Freewaters GPS Sandal Review
First Impressions of the Freewaters GPS Sandal
Its snowing, again, yet I’m writing about the Freewaters GPS sandals. You feel me though because it’s Spring everywhere (except the Central Rockies), and with Spring comes a bevy of miraculous things: tans, BBQs, wheat beer, jean shorts and of course, sandals. “First Impressions?,”you ask. For starters, the name Freewaters is cool, and the back story is fun: a couple of footwear design insiders break away and build a company with lots of cool product offerings and a sustainability angle that at least inspires a second glance. As the name Freewaters implies, their mission is to address water supply issues in developing nations and globally as water becomes more scarce. Read more here.
Design and Construction
Out of the box the Freewaters GPS sandal has a familiar look with dressed down stitching and typical color options. What’s not as familiar is the footbed design; I had the sandal on before I actually noticed that these were different. The ridges making contact with my foot were unusual, but not uncomfortable. I flipped the sandal up to take a closer look, and remarked “Hey, this looks a lot like a Thermarest ridged mattress.” Genius!
Yes, Freewaters has partnered with Thermarestto deliver a design hoping to ride the legacy of comfort that the outdoor sleeping pad company has built over the decades. Lest you think this is a gimmick, keep in mind that Freewaters offer a wide selection of flip flop style sandals that incorporate a “regular” footbed style. But does this unique design hold up in terms of comfort and support? Sandals are inherently the toughest test for design because there’s no buffer between flesh and shoe. You heard it here, the Freewaters GPS sandal is the real deal.

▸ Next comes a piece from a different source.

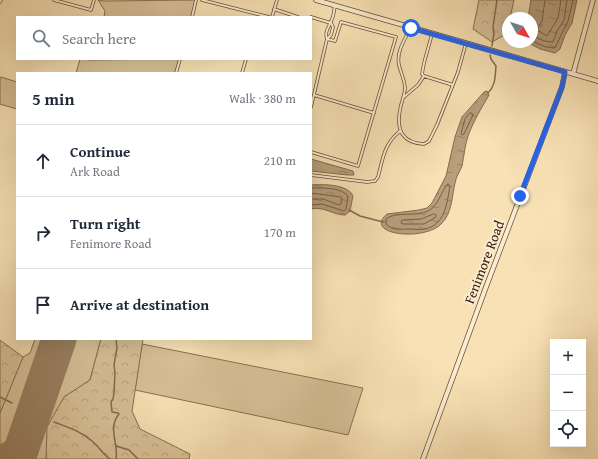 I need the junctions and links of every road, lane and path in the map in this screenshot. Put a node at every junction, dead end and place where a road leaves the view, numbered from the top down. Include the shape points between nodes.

The arch support is surprisingly good; I have a collapsed arch in my left foot and felt arguably better support in the Freewater than in past sandals. Also, the surface area of the footbed was perfect for the shape of my foot, provided a safe coverage area without being clunky.
Real World Testing of the Freewaters GPS Sandal
After a month of continuous wear, the Freewaters GPS sandals have trumped my other pair of flip flops. I ran them through the ringer with a twice daily walk to the main surf break in Santa Teresa, Costa Rica, over gravel driveways, dirt roads, and gritty sand. The Thermarest footbed has actually become a feature that my foot craves, and combined with the Hovercraft anatomical support midsole, my dogs are in heaven.
Materials and Rating
The material is touted as a mysterious vegan-friendly, Hyro design, though a quick perusal of the website and Google search netted no further explanation (at least no honey bees were enslaved to bring this product to market). The jury is still out in terms of long-term durability; I’m used to my sandals working overtime for at least a year before they blow out, and they always do so in dramatic fashion. One advantage of the Freewaters GPS sandal is their self-rating as designed for heavy water exposure. Water is the usual destructive force with the thong design, so we’ll wait and see with high hopes.
Overall, I highly recommend the Freewaters GPS sandal as your next flip-flop. The comfort level is exceptional even if the Thermarest footbed design is a bit of a surprise at first.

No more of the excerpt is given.